Press Release
15 February 2023 (New Orleans, LA) JONATHAN FERRARA GALLERY is pleased to announce Entanglement : all life is life., the third solo exhibition of German, African American artist Ruth Owens. The artist presents eight new paintings, fifteen works on paper, and a video piece which depict black and brown bodies in the outdoors. A historically uninviting, even dangerous, space for people of color, Owens has shifted the focus of her work on this subject matter for the last three years to elucidate this cultural inequity. These works illustrate scenes of growth, power, and spirituality through these figures’ relationship to nature. Taking these two formerly estranged entities, Owens’ portraits reveal a complex yet kindred spirit between human and environment.
I. at creation
and i and my body rise
with the dusky beasts
with eve and her brother
to gasp in
the insubstantial air
and evenly begin the long
slide out of paradise.
all life is life.
all clay is kin and kin.
- Lucille Clifton
The artist expounds the exhibition’s purpose . . .
So here we are.
It seems that the same impulses that lead to the colonization of people, lead to the irreverent control and exploitation of nature. Those are impulses that foster a dualistic polemic, between people of different cultures, and between humans and the natural world. As a pushback to this dualistic mode, I emphasize the connectedness and the entanglement that occurs between disparate cultures, and between humans and the environment. Specifically, I’m looking at the inextricable influences Northern European and African cultures have on each other, as well as the entanglement we have with nature as human beings. As a descendant of African and Teutonic cultures who is located in the vulnerability of the Gulf South, these are deeply personal issues for me, that necessitate attention and gestures toward reconciliation.

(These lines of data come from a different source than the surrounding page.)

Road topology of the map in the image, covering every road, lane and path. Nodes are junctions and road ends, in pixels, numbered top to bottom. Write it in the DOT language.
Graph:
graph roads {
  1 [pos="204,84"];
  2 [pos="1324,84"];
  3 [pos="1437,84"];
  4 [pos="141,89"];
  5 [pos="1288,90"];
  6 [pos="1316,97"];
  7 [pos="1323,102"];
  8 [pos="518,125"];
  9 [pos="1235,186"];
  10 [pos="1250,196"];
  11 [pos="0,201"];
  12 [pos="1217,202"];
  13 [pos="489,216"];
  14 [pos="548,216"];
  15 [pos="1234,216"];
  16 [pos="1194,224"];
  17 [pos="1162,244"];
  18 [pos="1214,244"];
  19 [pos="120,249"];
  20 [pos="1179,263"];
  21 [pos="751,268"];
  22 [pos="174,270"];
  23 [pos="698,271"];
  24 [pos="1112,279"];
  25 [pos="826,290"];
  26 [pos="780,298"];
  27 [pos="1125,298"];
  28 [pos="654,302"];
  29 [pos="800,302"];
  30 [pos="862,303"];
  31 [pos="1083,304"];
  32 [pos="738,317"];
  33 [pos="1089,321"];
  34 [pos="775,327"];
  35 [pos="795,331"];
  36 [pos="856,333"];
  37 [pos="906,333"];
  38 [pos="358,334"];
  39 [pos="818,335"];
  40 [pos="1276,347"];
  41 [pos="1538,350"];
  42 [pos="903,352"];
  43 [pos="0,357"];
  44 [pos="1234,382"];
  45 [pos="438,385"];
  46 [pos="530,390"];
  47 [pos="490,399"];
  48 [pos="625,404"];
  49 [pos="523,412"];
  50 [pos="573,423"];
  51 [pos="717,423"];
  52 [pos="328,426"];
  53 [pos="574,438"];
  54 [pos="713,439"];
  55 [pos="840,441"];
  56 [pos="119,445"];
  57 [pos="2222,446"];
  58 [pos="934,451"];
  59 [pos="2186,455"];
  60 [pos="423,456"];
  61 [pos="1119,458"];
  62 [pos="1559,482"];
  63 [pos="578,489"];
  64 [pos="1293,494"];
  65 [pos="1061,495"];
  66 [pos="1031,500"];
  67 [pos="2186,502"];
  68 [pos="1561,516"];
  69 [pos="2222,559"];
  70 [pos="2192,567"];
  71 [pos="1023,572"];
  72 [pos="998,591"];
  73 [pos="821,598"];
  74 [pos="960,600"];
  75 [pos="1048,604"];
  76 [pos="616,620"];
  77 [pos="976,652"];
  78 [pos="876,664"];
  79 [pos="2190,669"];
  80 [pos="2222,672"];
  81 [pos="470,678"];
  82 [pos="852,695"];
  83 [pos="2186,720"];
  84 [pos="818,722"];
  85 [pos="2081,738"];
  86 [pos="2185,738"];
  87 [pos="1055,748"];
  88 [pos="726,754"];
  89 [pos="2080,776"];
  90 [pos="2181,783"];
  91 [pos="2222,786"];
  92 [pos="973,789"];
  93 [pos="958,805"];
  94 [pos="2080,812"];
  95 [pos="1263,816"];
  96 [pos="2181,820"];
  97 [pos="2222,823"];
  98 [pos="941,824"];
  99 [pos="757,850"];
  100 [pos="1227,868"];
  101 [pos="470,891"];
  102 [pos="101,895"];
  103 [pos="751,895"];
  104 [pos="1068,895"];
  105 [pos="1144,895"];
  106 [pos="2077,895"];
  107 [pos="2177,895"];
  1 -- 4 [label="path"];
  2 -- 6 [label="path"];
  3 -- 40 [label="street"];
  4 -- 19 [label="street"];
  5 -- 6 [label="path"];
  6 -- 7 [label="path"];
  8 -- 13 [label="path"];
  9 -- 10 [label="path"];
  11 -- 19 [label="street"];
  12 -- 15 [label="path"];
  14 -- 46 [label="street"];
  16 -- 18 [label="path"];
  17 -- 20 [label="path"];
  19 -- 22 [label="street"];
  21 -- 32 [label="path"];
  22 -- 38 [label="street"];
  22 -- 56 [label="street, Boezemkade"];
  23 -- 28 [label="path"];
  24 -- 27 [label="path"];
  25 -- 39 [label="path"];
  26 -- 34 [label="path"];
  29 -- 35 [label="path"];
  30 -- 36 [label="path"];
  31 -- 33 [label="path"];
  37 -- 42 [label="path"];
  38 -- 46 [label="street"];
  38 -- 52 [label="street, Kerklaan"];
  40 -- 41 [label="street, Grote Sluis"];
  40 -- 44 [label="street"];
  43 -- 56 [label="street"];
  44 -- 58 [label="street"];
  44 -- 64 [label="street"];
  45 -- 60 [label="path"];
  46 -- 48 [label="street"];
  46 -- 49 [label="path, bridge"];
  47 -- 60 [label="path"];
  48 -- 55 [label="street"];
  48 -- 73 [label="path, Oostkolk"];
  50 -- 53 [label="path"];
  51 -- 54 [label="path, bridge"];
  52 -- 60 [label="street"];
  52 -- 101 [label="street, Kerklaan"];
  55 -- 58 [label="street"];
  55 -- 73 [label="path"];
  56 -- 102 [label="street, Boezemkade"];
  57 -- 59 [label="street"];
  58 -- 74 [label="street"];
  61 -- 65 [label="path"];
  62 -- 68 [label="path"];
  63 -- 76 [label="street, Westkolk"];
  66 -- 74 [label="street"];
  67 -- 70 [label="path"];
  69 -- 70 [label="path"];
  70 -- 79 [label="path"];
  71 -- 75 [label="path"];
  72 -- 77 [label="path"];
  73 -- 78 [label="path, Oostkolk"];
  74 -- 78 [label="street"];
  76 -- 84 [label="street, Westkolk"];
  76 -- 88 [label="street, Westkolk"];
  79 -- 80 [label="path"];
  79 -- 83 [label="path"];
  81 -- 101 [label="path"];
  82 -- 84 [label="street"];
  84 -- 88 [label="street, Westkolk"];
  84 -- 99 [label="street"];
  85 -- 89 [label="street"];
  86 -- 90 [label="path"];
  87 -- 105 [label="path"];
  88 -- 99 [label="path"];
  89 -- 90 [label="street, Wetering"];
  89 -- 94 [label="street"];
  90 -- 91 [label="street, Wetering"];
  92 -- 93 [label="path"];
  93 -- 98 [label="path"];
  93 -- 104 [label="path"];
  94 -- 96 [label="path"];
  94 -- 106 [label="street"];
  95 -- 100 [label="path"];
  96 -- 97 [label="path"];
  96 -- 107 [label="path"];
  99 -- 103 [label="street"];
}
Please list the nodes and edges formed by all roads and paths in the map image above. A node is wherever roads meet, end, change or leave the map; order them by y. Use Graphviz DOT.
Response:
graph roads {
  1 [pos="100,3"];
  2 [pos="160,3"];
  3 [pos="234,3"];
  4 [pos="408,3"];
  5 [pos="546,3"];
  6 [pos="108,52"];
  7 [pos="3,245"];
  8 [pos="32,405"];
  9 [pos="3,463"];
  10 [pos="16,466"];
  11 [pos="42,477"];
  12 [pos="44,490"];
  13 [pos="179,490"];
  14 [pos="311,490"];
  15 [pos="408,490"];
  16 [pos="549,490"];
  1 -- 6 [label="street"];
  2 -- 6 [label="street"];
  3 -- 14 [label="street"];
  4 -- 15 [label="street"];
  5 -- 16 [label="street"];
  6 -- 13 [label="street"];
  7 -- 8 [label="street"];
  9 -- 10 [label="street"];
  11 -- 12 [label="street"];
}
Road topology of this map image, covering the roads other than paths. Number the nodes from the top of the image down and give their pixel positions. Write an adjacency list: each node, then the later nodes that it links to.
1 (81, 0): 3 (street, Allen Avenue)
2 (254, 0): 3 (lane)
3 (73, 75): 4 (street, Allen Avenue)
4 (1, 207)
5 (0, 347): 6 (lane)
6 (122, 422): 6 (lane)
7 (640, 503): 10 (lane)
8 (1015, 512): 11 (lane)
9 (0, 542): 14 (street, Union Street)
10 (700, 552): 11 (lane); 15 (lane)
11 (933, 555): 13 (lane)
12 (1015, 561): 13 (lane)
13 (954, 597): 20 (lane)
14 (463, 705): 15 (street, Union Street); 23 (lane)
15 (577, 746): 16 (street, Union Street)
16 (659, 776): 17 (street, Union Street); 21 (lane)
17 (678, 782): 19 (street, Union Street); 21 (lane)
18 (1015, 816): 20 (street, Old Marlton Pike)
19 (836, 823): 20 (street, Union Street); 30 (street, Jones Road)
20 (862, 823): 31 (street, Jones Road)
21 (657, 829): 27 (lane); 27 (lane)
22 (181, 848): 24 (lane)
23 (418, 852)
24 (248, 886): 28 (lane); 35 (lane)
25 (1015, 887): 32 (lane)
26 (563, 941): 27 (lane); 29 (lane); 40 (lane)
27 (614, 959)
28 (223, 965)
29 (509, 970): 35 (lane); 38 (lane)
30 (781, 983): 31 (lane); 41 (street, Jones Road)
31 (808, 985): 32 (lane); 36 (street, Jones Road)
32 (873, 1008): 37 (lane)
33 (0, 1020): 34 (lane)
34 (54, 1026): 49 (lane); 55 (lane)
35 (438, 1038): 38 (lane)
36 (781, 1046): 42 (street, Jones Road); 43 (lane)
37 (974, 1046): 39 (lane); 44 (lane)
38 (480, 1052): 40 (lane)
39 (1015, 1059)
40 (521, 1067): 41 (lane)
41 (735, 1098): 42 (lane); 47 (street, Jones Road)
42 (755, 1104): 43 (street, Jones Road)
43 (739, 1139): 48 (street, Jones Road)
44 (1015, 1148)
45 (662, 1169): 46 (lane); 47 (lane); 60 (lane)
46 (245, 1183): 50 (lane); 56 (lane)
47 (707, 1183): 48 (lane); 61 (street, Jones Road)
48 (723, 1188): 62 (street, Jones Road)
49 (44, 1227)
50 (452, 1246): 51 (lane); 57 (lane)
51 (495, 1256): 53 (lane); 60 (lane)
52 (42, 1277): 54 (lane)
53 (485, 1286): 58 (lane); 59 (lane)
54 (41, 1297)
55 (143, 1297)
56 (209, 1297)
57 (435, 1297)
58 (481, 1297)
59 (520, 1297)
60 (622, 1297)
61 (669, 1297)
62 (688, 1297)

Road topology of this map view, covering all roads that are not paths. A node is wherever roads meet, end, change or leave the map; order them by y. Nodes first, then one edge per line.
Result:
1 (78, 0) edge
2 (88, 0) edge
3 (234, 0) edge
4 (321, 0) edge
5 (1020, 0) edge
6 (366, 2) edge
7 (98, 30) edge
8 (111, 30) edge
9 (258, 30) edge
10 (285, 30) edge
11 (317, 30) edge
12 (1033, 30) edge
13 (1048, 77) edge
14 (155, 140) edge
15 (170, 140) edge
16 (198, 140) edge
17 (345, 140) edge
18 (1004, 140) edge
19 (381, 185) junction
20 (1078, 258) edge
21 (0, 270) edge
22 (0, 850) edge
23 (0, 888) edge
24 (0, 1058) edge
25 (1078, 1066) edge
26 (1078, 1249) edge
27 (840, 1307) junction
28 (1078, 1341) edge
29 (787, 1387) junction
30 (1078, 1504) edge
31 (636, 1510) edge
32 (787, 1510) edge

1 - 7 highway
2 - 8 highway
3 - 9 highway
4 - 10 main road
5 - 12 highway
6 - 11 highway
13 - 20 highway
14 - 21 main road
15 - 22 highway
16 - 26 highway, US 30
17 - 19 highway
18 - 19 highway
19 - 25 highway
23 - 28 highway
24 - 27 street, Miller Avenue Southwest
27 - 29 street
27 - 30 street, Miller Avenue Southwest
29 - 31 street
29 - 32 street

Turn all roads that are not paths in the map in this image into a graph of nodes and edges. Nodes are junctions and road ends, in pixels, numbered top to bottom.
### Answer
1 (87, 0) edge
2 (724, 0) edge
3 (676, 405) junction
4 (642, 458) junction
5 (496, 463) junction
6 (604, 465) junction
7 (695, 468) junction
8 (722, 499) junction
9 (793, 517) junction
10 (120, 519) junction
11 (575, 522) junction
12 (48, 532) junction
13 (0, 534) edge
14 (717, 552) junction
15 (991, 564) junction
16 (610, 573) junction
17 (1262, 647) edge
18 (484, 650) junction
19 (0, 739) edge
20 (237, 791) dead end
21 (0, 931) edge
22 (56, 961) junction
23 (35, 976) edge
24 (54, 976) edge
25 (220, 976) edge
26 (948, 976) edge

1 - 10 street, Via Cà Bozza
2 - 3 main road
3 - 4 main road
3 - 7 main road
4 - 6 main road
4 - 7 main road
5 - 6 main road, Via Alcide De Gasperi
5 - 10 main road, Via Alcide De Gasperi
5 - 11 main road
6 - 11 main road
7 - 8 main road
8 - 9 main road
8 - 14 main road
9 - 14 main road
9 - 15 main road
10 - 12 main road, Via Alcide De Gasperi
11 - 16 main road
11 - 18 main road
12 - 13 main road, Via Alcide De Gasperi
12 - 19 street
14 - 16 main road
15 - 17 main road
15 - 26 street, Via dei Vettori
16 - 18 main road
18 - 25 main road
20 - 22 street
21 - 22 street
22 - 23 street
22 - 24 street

I use William Morris wallpaper designs, created for the nobility of Victorian Europe, as the background for portraits of people from the African diaspora. These designs provide a setting that speaks to the dominance of a culture that presents a beautiful, albeit stylized, sanitized, and controlled view of nature. The paintings show the black figure situated in a visually engaging design of nature that belies a destructive dominance which is ever present and exerting its influence as a standard of beauty, arbiter of social hierarchy, and possessor of power over people and land. I am interested in challenging this polemical attitude and point to the connectedness of cultures, and of humans and the environment.
I posit we should listen to Lucille Clifton and understand that “all life is life” and enter into a reciprocal relationship across cultures and with our natural world.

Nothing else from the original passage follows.